When running Int8 unary reductions on a certain axis/dim (with GPU), results are incorrect. cupynumeric fails to find the proper minimum on a given axis. This does not occur on a CPU only build path. Additionally, maximum can fail as well. I have not tested other unary reductions w/ axis.

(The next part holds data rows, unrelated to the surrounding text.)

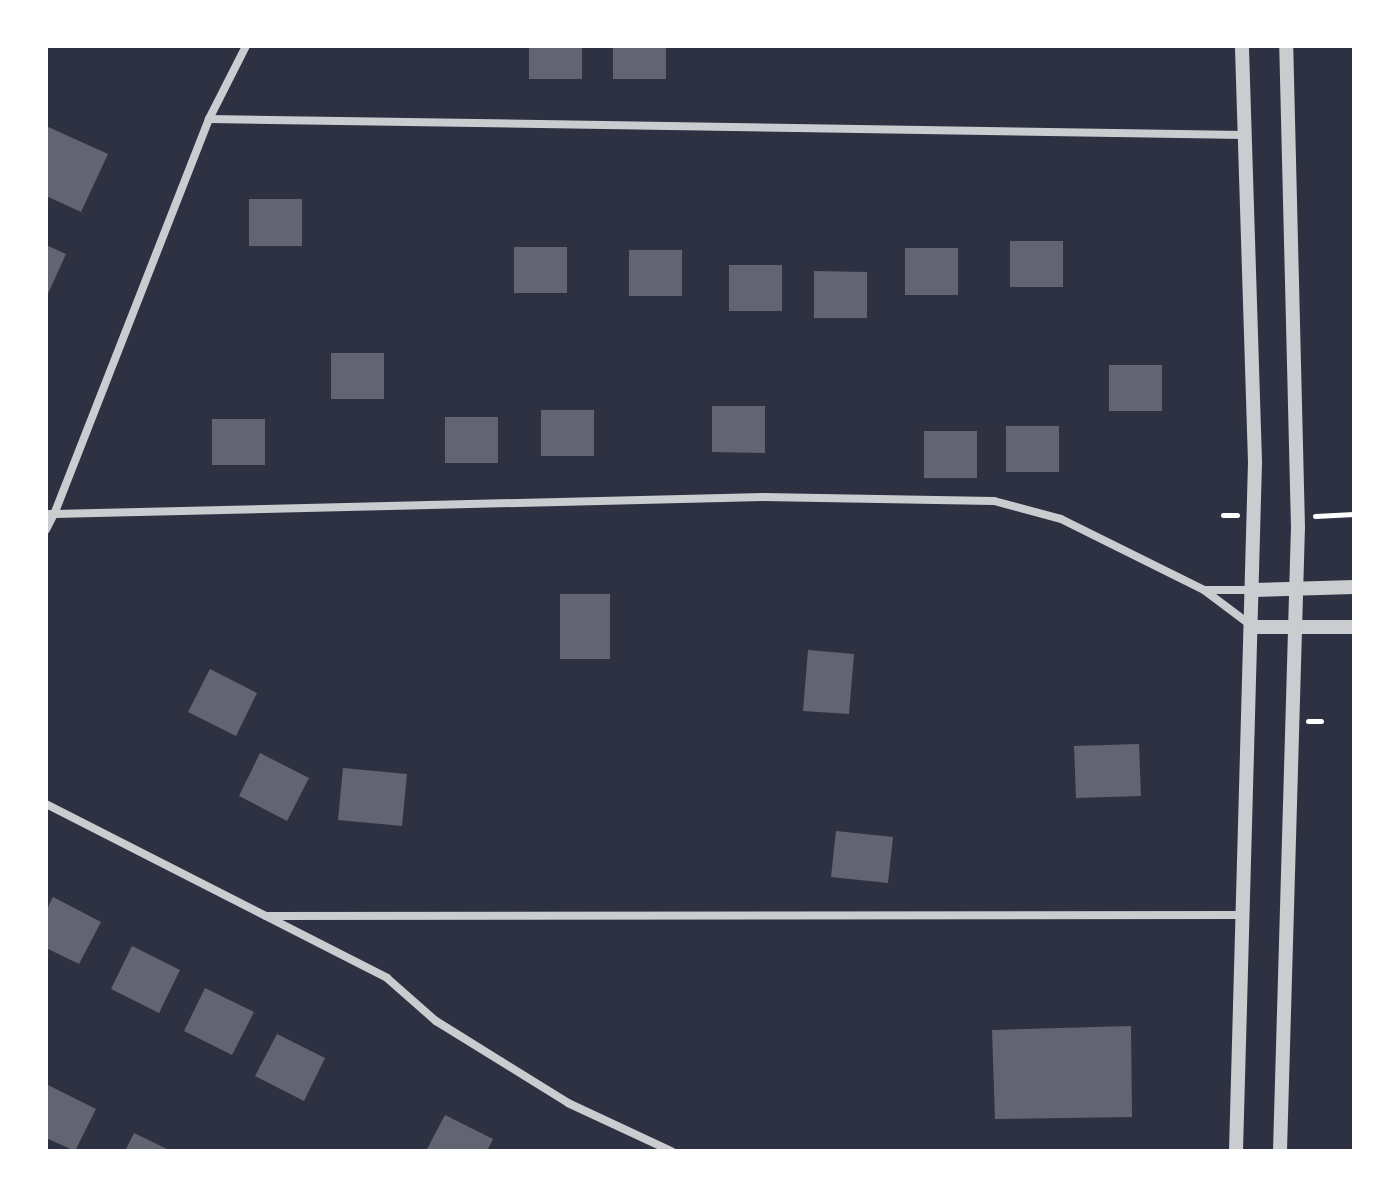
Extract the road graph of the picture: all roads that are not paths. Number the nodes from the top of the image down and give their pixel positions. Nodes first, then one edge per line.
1 (246, 46) edge
2 (1242, 46) edge
3 (1286, 46) edge
4 (209, 119) junction
5 (1245, 135) junction
6 (50, 514) edge
7 (46, 530) edge
8 (1354, 587) edge
9 (1204, 590) junction
10 (1252, 590) junction
11 (1295, 590) junction
12 (1252, 627) junction
13 (1354, 627) edge
14 (1294, 628) junction
15 (46, 804) edge
16 (1243, 915) junction
17 (266, 916) junction
18 (671, 1151) edge
19 (1236, 1151) edge
20 (1280, 1151) edge

1 - 4 street
2 - 5 street
3 - 11 street
4 - 5 street
4 - 6 street
5 - 10 street
6 - 7 street
6 - 9 street
8 - 11 street
9 - 10 street
9 - 12 street
10 - 11 street
10 - 12 street
11 - 14 street
12 - 14 street
12 - 16 street
13 - 14 street
14 - 20 street
15 - 17 street
16 - 17 street
16 - 19 street
17 - 18 street

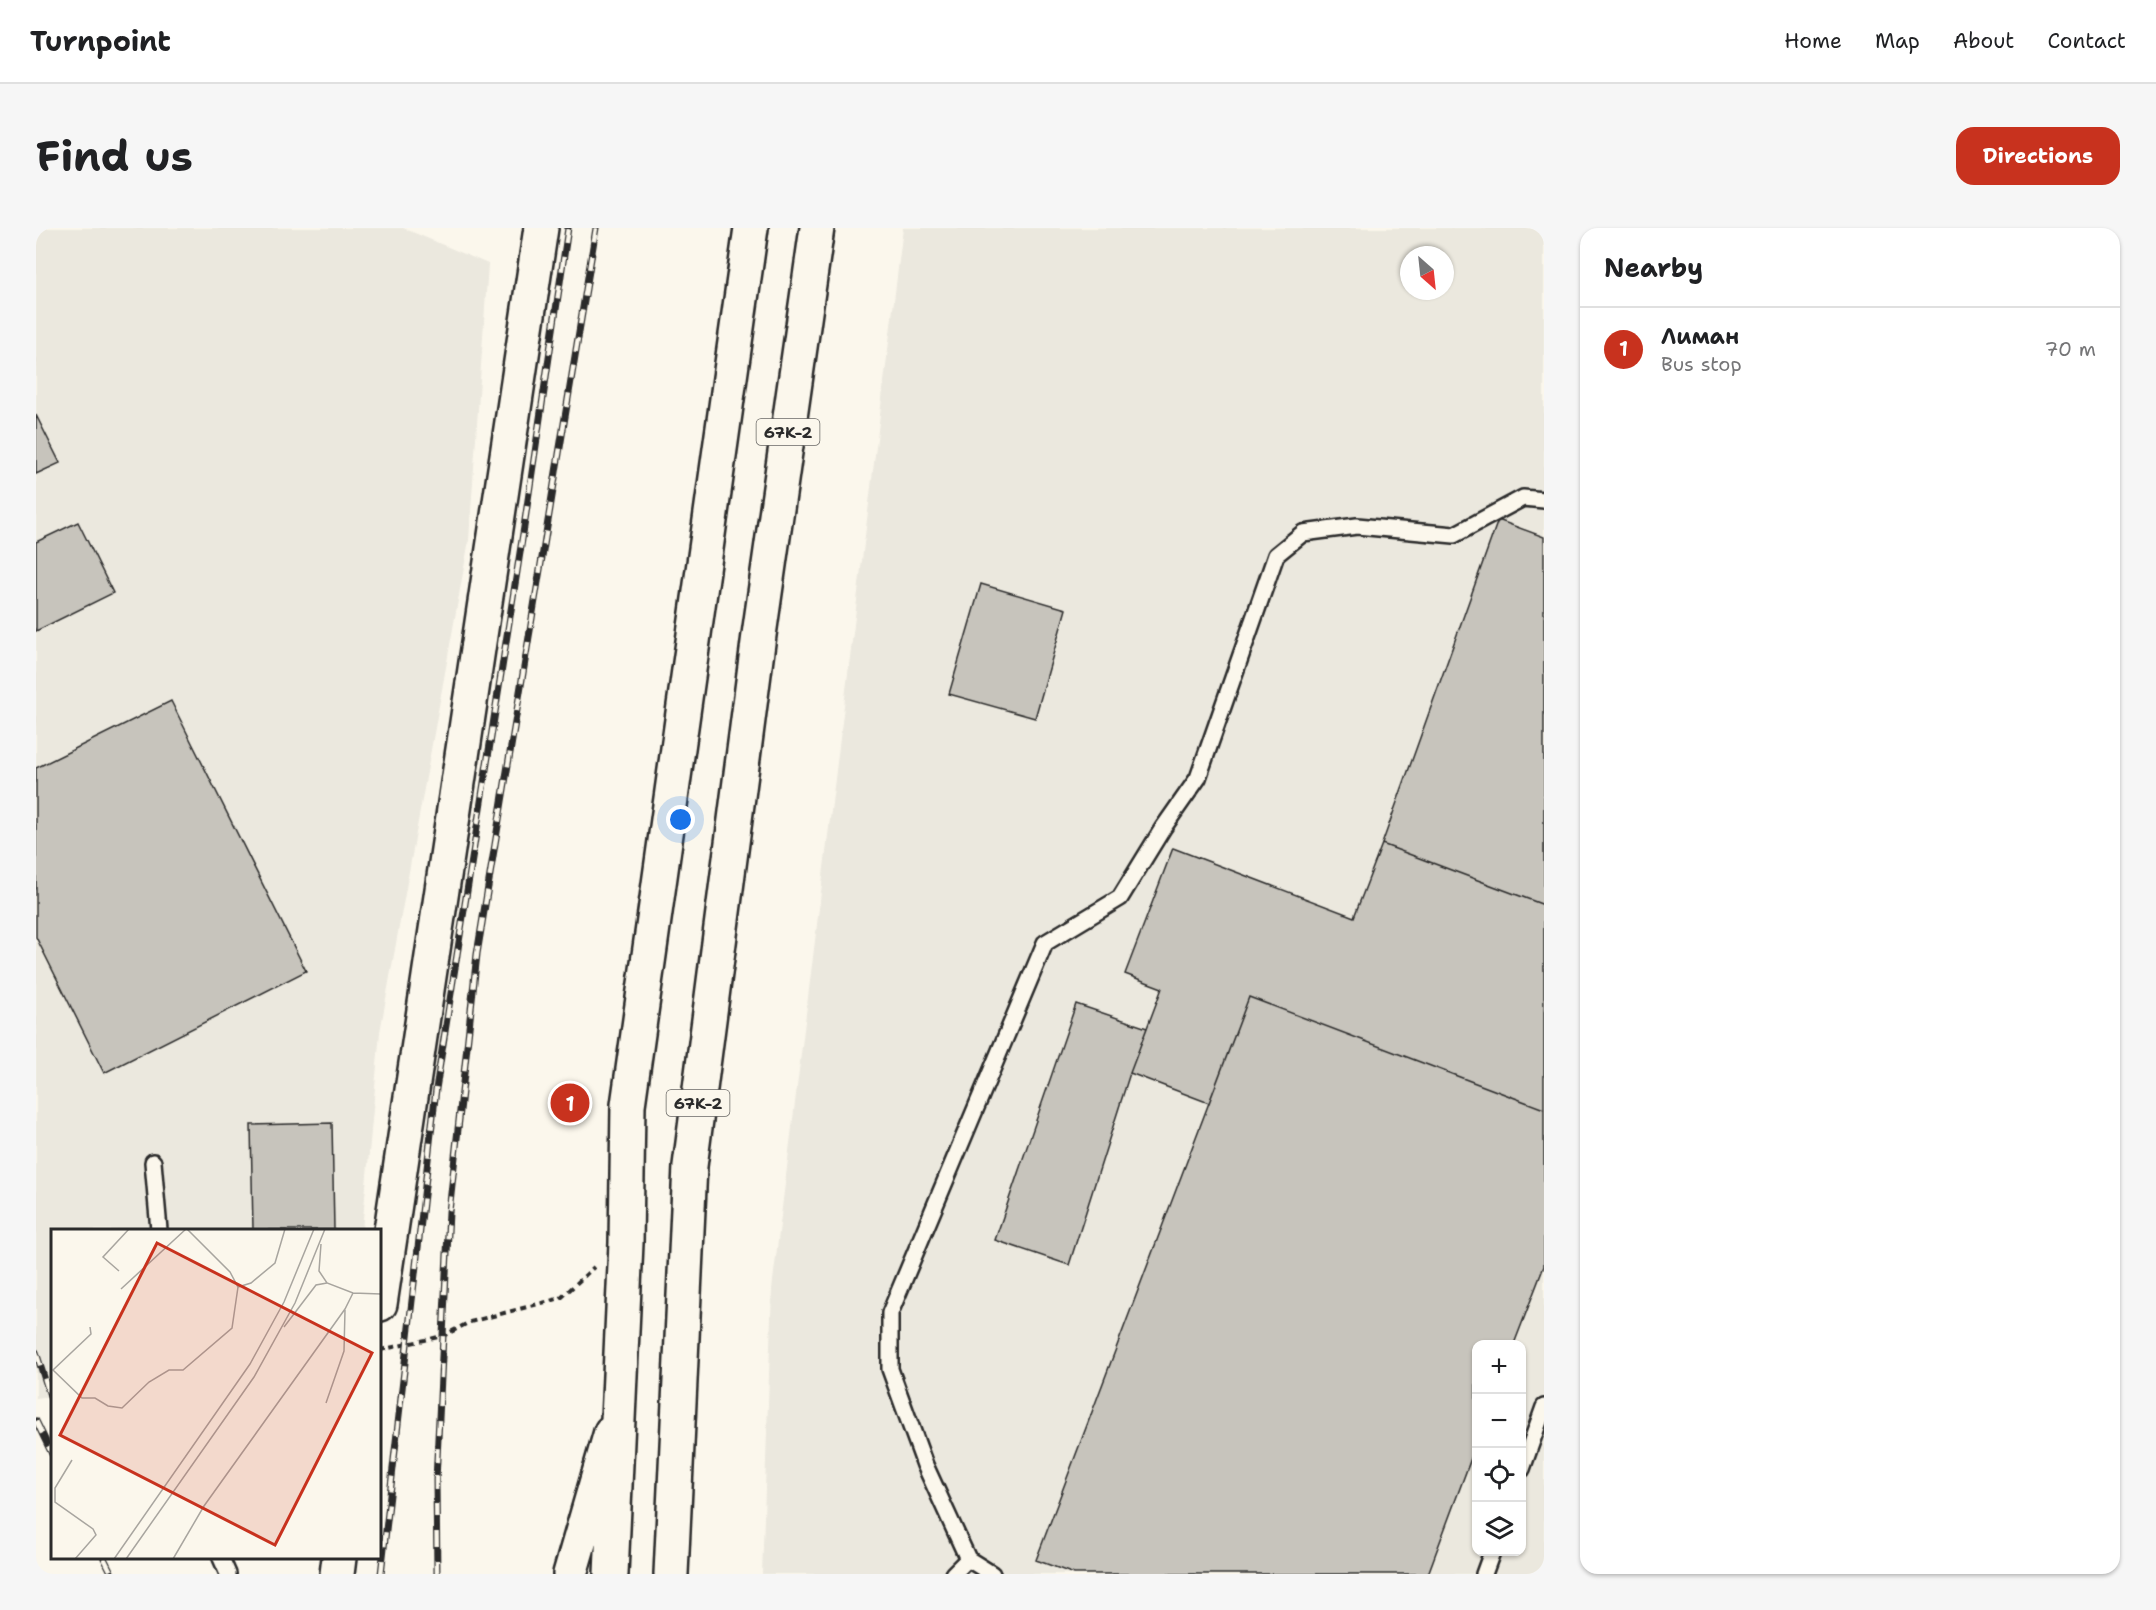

This occurs on GPU builds from 25.10 (prebuilt binaries for cuNumeric.jl) & 26.05 (the nightly build I have in this legate-issue environment information above).
Running Int8 unary reductions without axis kwarg works and returns correct results.
The expected results of my reproducer below should print "mismatches 0".
In our reproducer, we expect there to be no mismatches between numpy and cuynumeric.
Our reproducer creates a 256x256 array in both numpy and cupynumeric. The cupynumeric array is generated from the numpy array constructor ensuring that the arrays in both models are the same.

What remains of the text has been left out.